Eylül ayında bazı CHP’li isimler televizyonlara çıkarak partinin çok bakış açısını yansıtmayan açıklamalarda bulundu. Parti yönetiminin tavrı ile bu figürlerin açıklamaları örtüşmüyordu. Ayrıca siyasette çok alışık olmadığımız bazı tavırları görmeye başladık CHP içinden. Mesela, Haziran ayında Kılıçdaroğlu’na seslenen Tanju Özcan artık kendi genel başkanına değil İYİ Parti genel başkanı Akşener’e sesleniyordu. Kılıçdaroğlu kanımca CHP içerisindeki bu bütünlük imajından uzak tavıra dur demek için “Benimle misiniz?” çıkışını yaptı.

Fakat, bu çıkış daha çok Kemal Bey’in cumhurbaşkanlığı adaylığını daha ağır bir şekilde gündeme getirme isteği olarak yorumlandı ve “aday belli” yaklaşımı sergilendi. Aynı gün Kılıçdaroğlu’nu ailesine vasiyet ettiğini söyleyen Akşener, akabinde Fatih Altaylı’nın programında bu tavrı ile 180 derece zıt sayılabilecek çıkışlar yaptı ve altılı masanın noter olmadığını söyledi.

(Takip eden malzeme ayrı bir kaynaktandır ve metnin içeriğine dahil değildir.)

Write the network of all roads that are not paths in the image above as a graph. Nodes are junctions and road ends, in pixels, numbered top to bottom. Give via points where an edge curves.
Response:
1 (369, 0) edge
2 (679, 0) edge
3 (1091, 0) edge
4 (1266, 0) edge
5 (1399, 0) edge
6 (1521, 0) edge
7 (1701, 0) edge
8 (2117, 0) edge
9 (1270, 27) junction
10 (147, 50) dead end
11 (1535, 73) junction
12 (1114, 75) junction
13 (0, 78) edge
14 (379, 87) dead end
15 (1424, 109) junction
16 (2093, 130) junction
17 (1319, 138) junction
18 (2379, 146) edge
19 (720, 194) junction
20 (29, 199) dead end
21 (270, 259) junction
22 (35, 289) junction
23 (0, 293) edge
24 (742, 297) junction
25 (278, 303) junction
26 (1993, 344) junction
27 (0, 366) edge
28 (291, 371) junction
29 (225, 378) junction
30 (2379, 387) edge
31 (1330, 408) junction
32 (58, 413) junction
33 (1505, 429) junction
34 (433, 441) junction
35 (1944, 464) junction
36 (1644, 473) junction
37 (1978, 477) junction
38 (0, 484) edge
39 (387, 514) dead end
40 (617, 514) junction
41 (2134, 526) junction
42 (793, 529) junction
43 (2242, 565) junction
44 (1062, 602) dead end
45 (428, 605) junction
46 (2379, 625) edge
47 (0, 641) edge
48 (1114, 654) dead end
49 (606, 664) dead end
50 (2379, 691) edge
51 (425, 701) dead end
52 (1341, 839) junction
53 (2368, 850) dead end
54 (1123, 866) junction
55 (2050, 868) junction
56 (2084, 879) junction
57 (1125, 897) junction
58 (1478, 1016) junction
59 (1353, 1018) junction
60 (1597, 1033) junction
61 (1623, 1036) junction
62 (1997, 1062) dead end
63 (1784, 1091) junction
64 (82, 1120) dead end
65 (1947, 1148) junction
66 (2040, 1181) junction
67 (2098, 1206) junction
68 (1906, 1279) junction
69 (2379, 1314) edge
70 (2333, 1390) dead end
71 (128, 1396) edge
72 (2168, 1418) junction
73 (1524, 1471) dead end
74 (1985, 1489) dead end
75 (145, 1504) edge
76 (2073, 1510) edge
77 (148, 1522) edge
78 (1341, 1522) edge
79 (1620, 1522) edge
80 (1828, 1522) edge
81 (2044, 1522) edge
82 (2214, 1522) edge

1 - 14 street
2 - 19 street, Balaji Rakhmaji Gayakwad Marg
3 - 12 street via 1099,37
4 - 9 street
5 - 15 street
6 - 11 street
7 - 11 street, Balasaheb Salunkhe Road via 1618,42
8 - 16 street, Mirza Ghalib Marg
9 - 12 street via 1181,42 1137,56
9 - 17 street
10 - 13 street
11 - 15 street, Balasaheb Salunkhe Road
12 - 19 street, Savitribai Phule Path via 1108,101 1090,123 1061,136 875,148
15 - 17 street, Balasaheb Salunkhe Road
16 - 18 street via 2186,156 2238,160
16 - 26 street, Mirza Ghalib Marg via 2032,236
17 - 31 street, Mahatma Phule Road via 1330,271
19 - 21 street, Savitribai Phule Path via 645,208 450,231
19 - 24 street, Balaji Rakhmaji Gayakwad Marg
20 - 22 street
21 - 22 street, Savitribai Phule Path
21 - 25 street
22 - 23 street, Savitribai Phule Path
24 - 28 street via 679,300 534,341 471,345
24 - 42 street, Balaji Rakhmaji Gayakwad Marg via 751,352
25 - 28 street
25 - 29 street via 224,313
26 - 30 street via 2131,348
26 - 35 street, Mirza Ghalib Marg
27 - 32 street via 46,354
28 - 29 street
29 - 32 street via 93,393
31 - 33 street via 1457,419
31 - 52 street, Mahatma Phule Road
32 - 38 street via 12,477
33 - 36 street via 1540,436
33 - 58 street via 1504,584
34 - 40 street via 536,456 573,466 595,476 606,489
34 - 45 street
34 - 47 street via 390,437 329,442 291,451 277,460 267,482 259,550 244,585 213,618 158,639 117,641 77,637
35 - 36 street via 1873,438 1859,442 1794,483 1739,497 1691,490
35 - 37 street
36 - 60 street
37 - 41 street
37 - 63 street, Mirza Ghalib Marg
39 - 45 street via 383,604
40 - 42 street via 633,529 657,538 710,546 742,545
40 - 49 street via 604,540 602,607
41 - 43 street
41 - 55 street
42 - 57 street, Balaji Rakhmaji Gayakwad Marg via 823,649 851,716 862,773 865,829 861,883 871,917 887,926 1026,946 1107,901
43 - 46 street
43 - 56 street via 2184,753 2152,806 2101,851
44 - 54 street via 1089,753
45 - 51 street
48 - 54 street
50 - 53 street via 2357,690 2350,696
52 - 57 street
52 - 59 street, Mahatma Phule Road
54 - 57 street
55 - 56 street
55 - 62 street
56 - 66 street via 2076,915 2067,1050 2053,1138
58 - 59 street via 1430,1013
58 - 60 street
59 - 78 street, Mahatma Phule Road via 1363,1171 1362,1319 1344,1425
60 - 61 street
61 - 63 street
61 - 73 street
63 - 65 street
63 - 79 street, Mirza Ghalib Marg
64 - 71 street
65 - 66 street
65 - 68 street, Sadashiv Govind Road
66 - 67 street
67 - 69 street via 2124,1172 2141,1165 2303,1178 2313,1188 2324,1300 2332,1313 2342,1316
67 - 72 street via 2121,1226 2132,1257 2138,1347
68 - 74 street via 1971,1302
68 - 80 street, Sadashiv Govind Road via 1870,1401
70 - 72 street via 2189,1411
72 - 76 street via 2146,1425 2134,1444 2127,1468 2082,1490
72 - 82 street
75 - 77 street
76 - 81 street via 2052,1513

CHP içerisindeki ve tabanındaki “aday belli” tutumunun altılı masadaki liderler tarafından bir dikte olarak algılanması ve rahatsızlık oluşturması anlaşılabilir. Akşener’in de altılı masanın CHP içinde alınan kararları onaylamaktan çok daha büyük bir görevi olduğunu belirtmesini, hatta bunu sertçe yapmasını anlayabiliriz. Fakat bunun akabinde gelişen ve bugüne kadar olan süreci anlamakta ciddi güçlük yaşıyorum.

Önce Kılıçdaroğlu’nun helâlleşme yaklaşımı önce Akşener tarafından, sonra da Babacan tarafından çok da nezaket sınırları içinde sayılmayacak şekilde bazı konuşmaların içinde geçirildi. Parti liderlerinin yanı sıra bazı önde gelen gazeteciler, akademisyenler de Kılıçdaroğlu’na karşı sert tavrını “Benimle misiniz?” çıkışından beri sürdürüyor.

Bunu en belirgin olarak Kılıçdaroğlu’nun kadınların kılık kıyafet özgürlüğünün bir yasa tasarısıyla güvence altına alınmasını belirttiği videosunun akabinde gördük. Neredeyse bir saldırı haline varacak şekilde, özellikle de anlamsız bir şekilde futbol ve batak masası terimleri kullanarak “Kendi kalesine gol attı.”, “Erdoğan’a gollük pas verdi.”, “Erdoğan el yükseltecek, şimdi ne yapacaksınız?” gibi sözlerle kerli felli bir sürü isim Kılıçdaroğlu’na karşı çıktı.

Akabinde Erdoğan hem başörtüsünü güvence altına alacak hem de LGBT karşıtı ifadelerle sözüm ona aileyi koruyacak anayasa maddesi değişikliklerini meclise getireceklerini belirtti. Fakat üzerinden neredeyse iki ay geçmesine rağmen meclise gelen bir anayasa maddesi değişikliği önerisi olmadı. Açıkçası ben geleceğini de sanmıyorum, AKP bunu unutturmaya çalışacaktır. Kılıçdaroğlu’nun bu çıkışı bütünüyle neleri hedefleyerek yaptığını bilemiyorum.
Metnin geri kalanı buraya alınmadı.